Most of the interview segments were fine and all until the last one as it went from daytime talk show to Dateline NBC as they tracked down Hidehiko Uesaka who, according to the “journos”, was outed to be a true otaku (whatever that means) as a result of almost two months’ worth of investigation, so much so that it devolved into a chase sequence when Uesaka avoided cameras and pushed the journos down just to escape. Talk about the sudden change of pacing, man.
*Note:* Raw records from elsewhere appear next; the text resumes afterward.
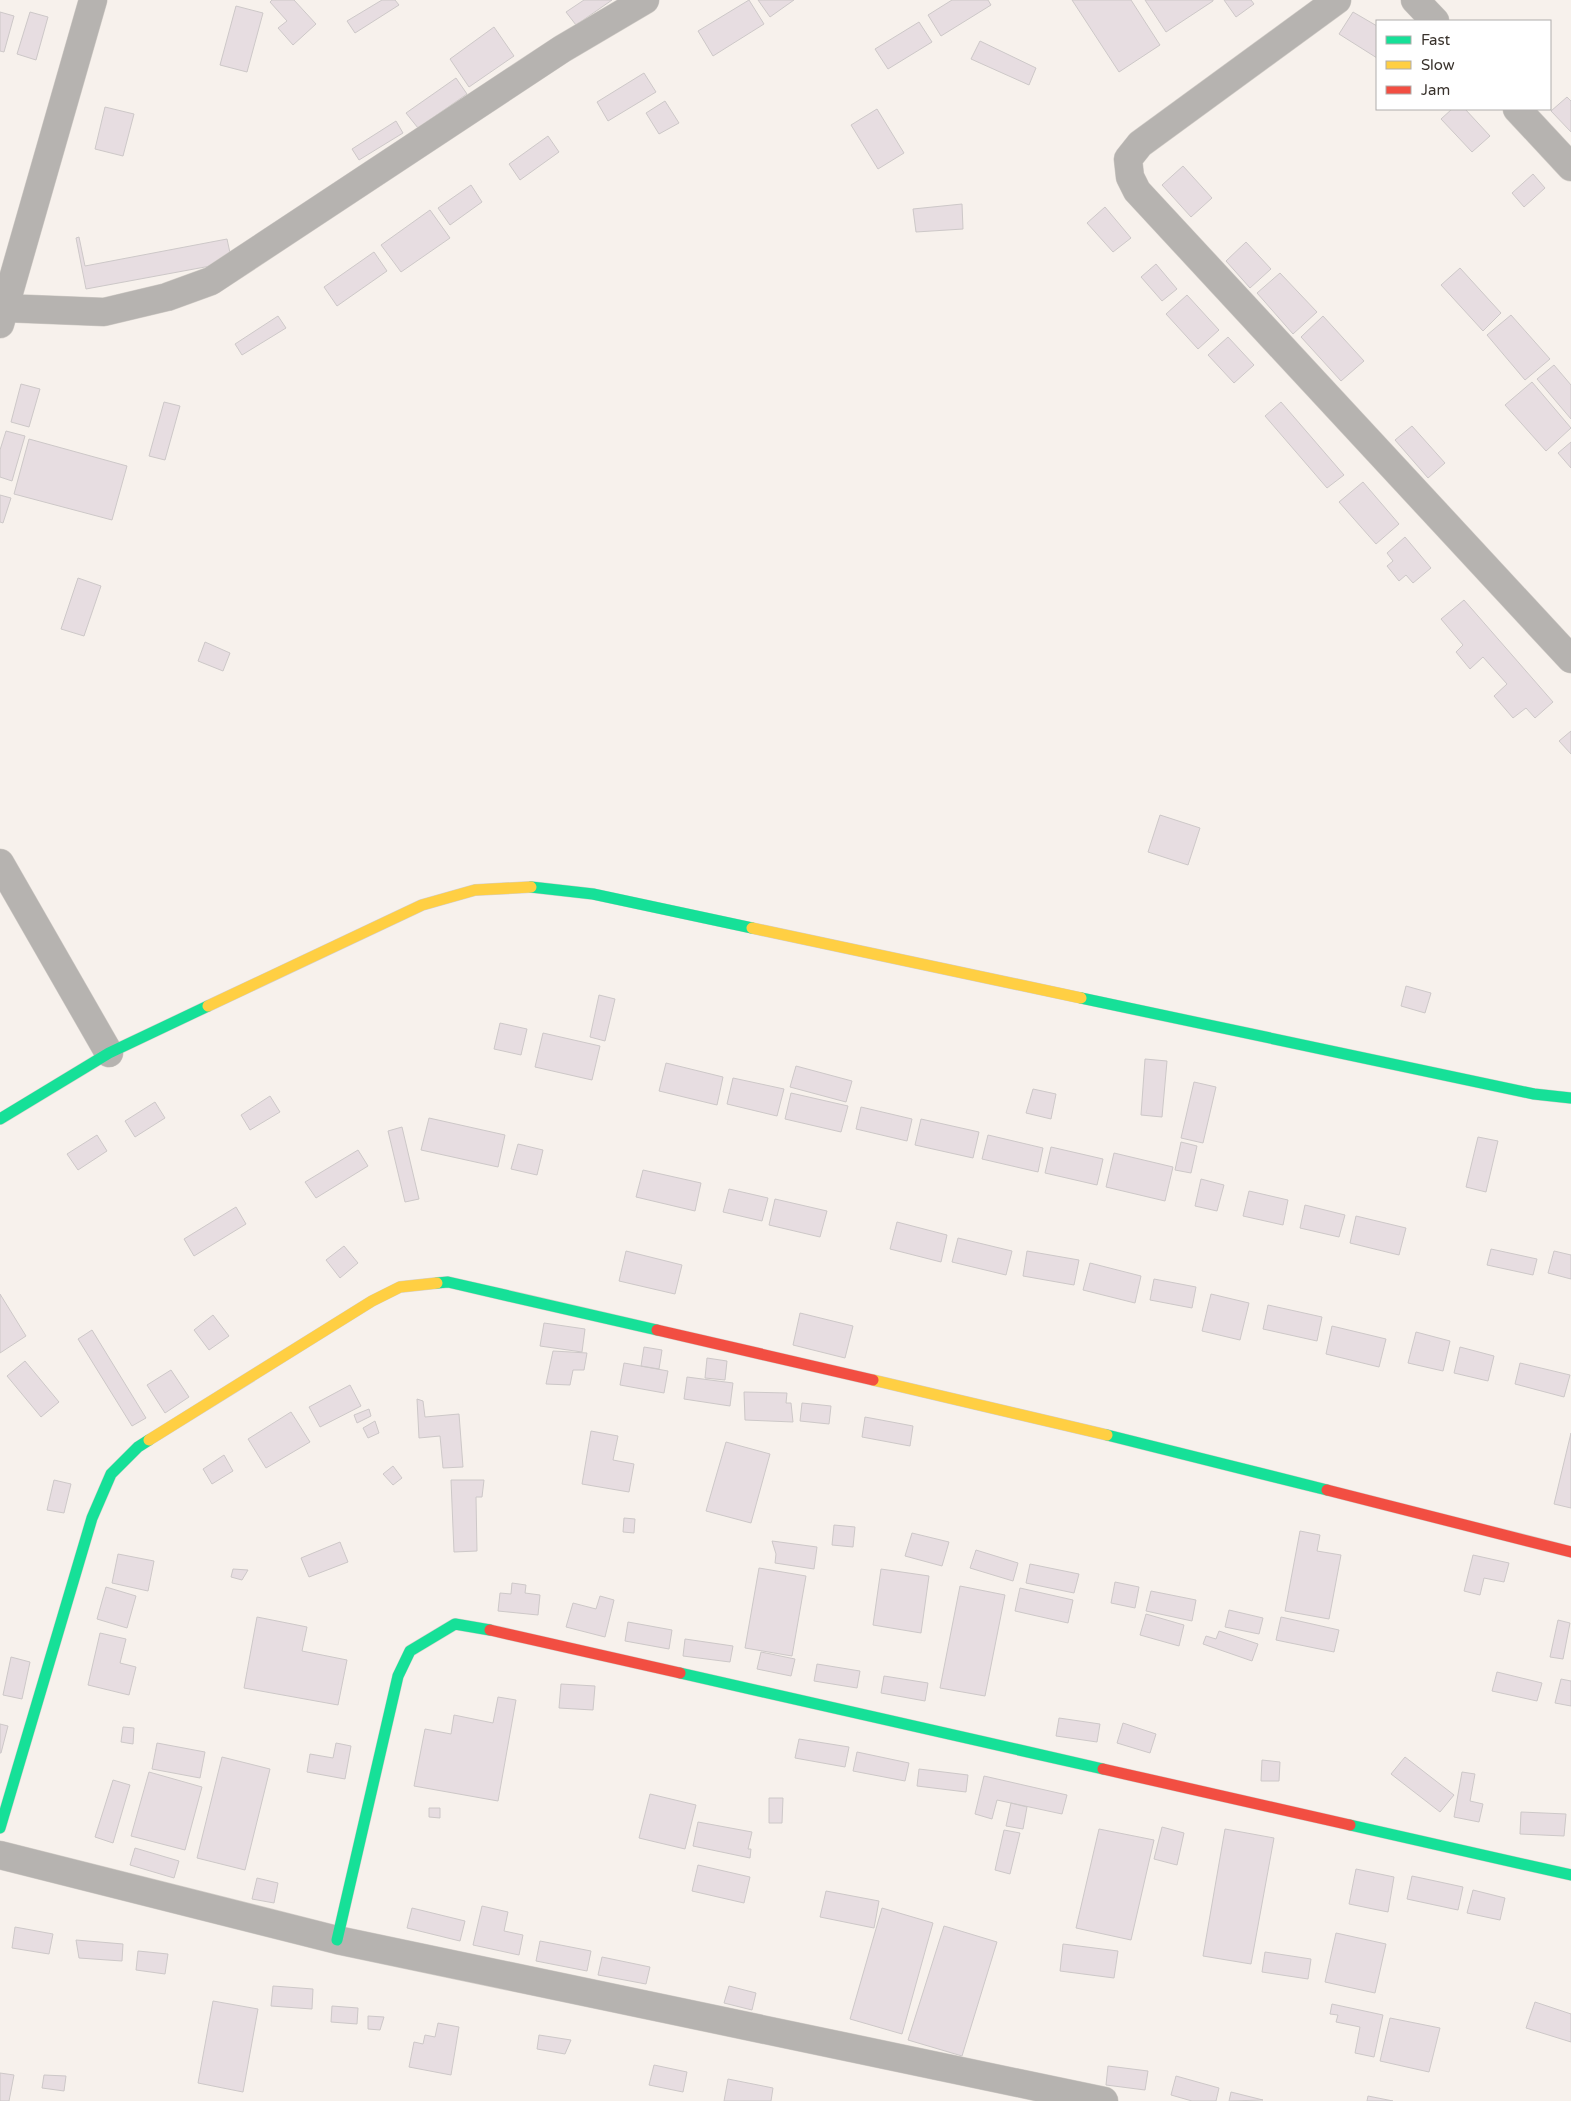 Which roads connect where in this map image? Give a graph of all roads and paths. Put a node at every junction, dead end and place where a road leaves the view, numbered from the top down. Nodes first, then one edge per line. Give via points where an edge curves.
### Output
1 (93, 0) edge
2 (645, 0) edge
3 (1336, 0) edge
4 (1416, 0) edge
5 (1434, 20) edge
6 (1517, 110) edge
7 (1571, 167) edge
8 (2, 317) edge
9 (1571, 659) edge
10 (0, 863) edge
11 (109, 1053) junction
12 (1571, 1098) edge
13 (0, 1119) edge
14 (1571, 1552) edge
15 (0, 1828) edge
16 (0, 1855) edge
17 (1571, 1875) edge
18 (337, 1940) junction
19 (1104, 2101) edge

1 - 8 street
2 - 8 street via 562,49 211,282 167,298 104,312
3 - 9 street via 1140,144 1128,159 1130,176 1137,191
4 - 5 street
6 - 7 street
10 - 11 street
11 - 12 street via 422,905 475,890 530,887 593,894 1534,1094
11 - 13 street
14 - 15 street via 1108,1435 448,1282 400,1287 372,1301 138,1447 111,1474 92,1518
16 - 18 street
17 - 18 street via 455,1624 410,1652 398,1676
18 - 19 street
These interviews show, as the title says, the “portrait” of the then underground otaku scene in the late 80s to early 90s as being this odd, wild, mysterious underbelly of Japanese society to the point that even gaijins are coming to Japan just to get anime stuff and how much different it is from the Japanese mainstream media at the time wherein you’re bombarded with LINDBERG, B’z, Miho Nakayama, Dragon Ball Z, Music Station, Nintendo, Dragon Quest and the like 24/7 that it’s so inescapable and so that they, the otaku, had to stay away from those things just to be different.
It also showed how GAINAX was close to the community they are working with. Unlike people in major studios like Toei and Pierrot, they are unashamed to be otaku, so much so, that now, they used their connections with the fanbase to promote themselves and gain money while we’re at it.
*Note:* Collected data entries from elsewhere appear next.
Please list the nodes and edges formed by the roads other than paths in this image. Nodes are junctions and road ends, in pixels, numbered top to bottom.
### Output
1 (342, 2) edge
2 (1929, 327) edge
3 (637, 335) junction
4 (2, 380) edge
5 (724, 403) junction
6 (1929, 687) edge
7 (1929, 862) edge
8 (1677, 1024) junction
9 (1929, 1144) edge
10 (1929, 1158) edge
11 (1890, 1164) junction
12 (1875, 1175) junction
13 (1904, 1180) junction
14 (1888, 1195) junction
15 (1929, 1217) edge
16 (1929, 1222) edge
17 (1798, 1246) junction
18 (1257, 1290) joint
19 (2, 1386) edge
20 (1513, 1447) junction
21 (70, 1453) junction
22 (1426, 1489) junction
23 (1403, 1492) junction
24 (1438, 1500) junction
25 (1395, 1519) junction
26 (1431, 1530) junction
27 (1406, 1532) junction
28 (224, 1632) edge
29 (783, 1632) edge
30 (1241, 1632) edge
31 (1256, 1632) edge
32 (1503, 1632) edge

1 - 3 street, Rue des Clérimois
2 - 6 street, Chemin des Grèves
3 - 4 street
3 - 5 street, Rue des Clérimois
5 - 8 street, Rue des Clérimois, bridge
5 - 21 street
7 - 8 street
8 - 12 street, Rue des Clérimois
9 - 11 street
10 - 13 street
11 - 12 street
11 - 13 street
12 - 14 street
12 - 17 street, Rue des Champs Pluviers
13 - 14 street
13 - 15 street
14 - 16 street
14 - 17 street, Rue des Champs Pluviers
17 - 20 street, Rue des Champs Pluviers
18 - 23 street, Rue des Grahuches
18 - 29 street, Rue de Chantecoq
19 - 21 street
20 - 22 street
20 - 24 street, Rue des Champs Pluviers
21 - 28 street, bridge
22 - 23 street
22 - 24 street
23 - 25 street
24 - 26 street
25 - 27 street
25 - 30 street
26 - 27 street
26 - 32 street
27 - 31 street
However, it also showed why otaku, at the time and still today, are ashamed to reveal their “power level” to the rest of the society because of the negative image that was attributed to them thanks to some bad eggs in the community (cases in point: Mr. A, Osamu Akabori, and the cel thief Akira Muryama) plus the connections of the word “otaku” to one Tsutomu Miyazaki as the word “otaku” was always paired with the word “killer” because Miyazaki murdered four girls in an abandoned forest in Saitama in 1989. 1989 must have been a bad year in Japan in general with Hirohito dying, plus this and the Junko Furuta murder coming in to destroy Japanese society into the 90s plus the fact that the housing economy bubble busted heading into the Lost Decade.
With regards to the content, this didn’t stick with my college self when I watched this but as I rewatched this for the purposes of this review, I liked these segments more than the Ken Kubo anime plot and how, at the very least, grounded to reality the segments are as, even in the PH and US weeb circles, aren’t as glamorous as what the animated part shows.
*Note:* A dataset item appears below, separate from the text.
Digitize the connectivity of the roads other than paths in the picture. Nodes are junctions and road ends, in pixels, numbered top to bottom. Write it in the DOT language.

In fact, it shows us the degeneracy and how disgusting otaku can be in real life that once you grew out of that phase, you don’t want to be associated with the community you once belonged to but at the same time, you reminisce those times of “innocence” and naivety of being a part of a community that shared for your love for anime, manga, idols, tokusatsu and the like. As Char Aznable said, “Nobody ever likes to admit to mistakes due to his own youth.”
My college self would say that the animated parts were better than the live-action parts but present me would argue about that because as great as the animated parts are, the live-action interviews are more entertaining to watch as I can identify more with the otaku on the interviews than I can be with Kubo’s circle.
I would give this a rating of 4/5 as both parts served as a compliment to each other and the production quality was handled really well, even with GAINAX’s little budget. I would recommend Otaku no Video only to people who are tired of watching modern anime though as the stuff presented here is dated as heck and they might not understand most of the in-jokes and references scattered to it as this is, loosely and even before Blue Blazes, GAINAX’s story and a snapshot of Japanese otaku culture in the early 90s.
If you wanted to give this a try, go ahead. See this for yourself.